Best suited to short, prominent settings such as headlines, poster typography, logotypes, and brand marks where its contrast and cut-through details can be appreciated. It can also add a distinctive tone to packaging, title cards, and editorial display moments, especially at medium to large sizes where the hairlines and horizontal slices remain clear.
The font reads as futuristic and Art Deco–influenced, with a distinctly graphic, engineered personality.

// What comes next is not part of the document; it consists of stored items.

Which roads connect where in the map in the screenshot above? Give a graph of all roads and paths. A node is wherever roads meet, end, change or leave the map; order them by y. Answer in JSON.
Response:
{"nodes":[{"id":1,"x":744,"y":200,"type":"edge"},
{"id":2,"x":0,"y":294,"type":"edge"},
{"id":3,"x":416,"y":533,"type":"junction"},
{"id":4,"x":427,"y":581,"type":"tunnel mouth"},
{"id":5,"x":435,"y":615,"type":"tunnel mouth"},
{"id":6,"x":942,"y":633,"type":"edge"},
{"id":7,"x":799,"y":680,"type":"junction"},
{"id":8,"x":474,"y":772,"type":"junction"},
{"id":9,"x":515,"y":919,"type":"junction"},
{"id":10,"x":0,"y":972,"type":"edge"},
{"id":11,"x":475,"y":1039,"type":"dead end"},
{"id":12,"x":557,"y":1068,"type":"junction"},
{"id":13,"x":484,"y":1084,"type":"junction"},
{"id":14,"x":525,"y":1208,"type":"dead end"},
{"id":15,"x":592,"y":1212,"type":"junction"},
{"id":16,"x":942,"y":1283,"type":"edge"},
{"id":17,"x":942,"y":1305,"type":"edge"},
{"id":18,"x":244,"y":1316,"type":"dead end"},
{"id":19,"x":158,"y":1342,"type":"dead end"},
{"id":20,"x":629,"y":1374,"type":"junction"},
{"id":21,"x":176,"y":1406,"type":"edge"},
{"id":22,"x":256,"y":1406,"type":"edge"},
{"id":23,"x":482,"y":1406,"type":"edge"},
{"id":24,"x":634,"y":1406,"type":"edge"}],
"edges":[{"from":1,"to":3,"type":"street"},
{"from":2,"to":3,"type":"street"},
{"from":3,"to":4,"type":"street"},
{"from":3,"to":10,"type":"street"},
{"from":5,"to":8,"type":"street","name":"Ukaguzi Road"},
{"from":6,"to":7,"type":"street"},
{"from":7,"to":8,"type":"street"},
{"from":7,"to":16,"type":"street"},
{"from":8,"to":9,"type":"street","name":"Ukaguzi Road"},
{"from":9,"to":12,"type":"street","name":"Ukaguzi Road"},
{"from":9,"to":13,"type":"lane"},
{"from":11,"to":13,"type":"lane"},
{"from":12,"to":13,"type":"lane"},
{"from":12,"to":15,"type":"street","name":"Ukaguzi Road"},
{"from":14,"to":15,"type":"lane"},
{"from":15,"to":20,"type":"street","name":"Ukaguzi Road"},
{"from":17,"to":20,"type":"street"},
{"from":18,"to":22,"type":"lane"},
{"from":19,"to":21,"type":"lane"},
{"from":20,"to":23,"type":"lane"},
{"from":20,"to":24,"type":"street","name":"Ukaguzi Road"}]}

Its banded curves and sharp hairlines create a sleek, high-style tone that feels confident and intentionally unconventional. The overall voice is more cinematic and fashion-forward than neutral, favoring visual impact over quiet readability.
The design appears intended to reinterpret a geometric sans through dramatic contrast and recurring horizontal incisions, creating a cohesive system of sliced bowls and hairline connectors. Its construction prioritizes a memorable silhouette and a strong light–dark rhythm, signaling a display-first purpose with an emphasis on modern, decorative refinement.
Curves tend to be highly circular/elliptical, while straight elements are extremely thin, producing a striking light–dark pattern in text. Crossbars and interior cuts are a defining motif, especially in letters with bowls, which can create a shimmering, striped texture at smaller sizes. Numerals echo the same sliced, high-contrast construction, keeping the set visually consistent.